Examples of near misses that will trigger a RCA by a VUMC patient care center might include a mistaken drug or radiology order, the wrong drug being delivered to a unit, or the wrong patient being sent for a procedure.

Near misses represent a still largely untapped opportunity for study and improvement, said John Bingham, director of the Center for Clinical Improvement. He noted that near misses are far more common than actual errors, they're free of hampering legal issues, and far less guilt hangs over the discussion of a near miss.

Reporting of near misses is itself something of a culture change, Gaffney said.
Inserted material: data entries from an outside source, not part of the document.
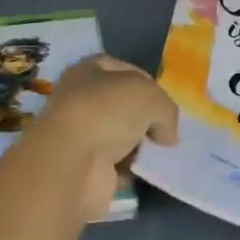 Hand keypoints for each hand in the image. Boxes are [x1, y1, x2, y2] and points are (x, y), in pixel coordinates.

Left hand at [37, 56, 179, 217]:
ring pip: (121, 136)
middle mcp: (79, 100)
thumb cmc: (107, 113)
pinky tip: (148, 170)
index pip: (121, 68)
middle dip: (146, 117)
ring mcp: (80, 136)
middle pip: (122, 105)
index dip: (146, 80)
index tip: (164, 99)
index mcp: (86, 71)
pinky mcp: (84, 167)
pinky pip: (118, 164)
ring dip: (140, 145)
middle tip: (166, 128)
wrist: (73, 163)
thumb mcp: (150, 96)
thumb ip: (166, 109)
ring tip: (161, 151)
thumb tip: (166, 135)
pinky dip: (133, 169)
VUMC does better than many other academic medical centers at reporting preventable adverse events and near misses, he said, but more progress is needed because the level of reporting is still nowhere near that found in commercial and military aviation and other high-reliability organizations. Reporting of near misses has been widely encouraged at VUMC since the installation early last year of VERITAS, Vanderbilt's electronic patient safety reporting system.